**Problem requirements:** From the listing below, select every line where the word "Sunnyside" appears.

BEGIN

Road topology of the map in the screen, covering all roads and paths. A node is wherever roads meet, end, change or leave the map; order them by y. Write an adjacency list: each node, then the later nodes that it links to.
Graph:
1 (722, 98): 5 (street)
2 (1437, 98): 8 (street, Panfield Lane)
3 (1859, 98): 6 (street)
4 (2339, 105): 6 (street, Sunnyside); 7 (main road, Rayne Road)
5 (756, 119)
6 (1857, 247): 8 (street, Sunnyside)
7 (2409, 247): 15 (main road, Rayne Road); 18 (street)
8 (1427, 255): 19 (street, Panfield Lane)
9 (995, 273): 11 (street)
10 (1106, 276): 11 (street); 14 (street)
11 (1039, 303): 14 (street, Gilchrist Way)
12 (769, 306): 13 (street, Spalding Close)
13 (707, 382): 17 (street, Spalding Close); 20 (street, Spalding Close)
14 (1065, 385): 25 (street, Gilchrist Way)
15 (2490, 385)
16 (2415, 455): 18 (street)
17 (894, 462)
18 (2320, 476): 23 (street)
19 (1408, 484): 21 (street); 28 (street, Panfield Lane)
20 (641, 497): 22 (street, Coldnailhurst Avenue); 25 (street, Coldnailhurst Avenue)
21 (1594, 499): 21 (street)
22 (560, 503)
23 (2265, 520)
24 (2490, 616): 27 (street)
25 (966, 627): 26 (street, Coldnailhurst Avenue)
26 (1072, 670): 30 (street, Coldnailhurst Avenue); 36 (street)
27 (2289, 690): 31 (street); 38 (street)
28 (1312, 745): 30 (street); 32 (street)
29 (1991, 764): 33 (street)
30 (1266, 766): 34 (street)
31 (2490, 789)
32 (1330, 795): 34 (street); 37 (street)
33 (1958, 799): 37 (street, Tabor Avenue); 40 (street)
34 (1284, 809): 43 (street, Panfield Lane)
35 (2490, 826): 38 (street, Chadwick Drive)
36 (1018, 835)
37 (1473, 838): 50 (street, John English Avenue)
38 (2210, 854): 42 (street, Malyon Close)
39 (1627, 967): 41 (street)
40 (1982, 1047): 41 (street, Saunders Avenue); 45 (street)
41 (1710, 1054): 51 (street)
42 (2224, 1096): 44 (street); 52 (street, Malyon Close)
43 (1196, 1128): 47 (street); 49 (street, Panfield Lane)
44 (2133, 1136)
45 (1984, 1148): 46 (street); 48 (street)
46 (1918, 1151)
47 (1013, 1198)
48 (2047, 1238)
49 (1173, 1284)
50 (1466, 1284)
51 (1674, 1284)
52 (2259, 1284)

END

**Your solution:**
4 (2339, 105): 6 (street, Sunnyside); 7 (main road, Rayne Road)
6 (1857, 247): 8 (street, Sunnyside)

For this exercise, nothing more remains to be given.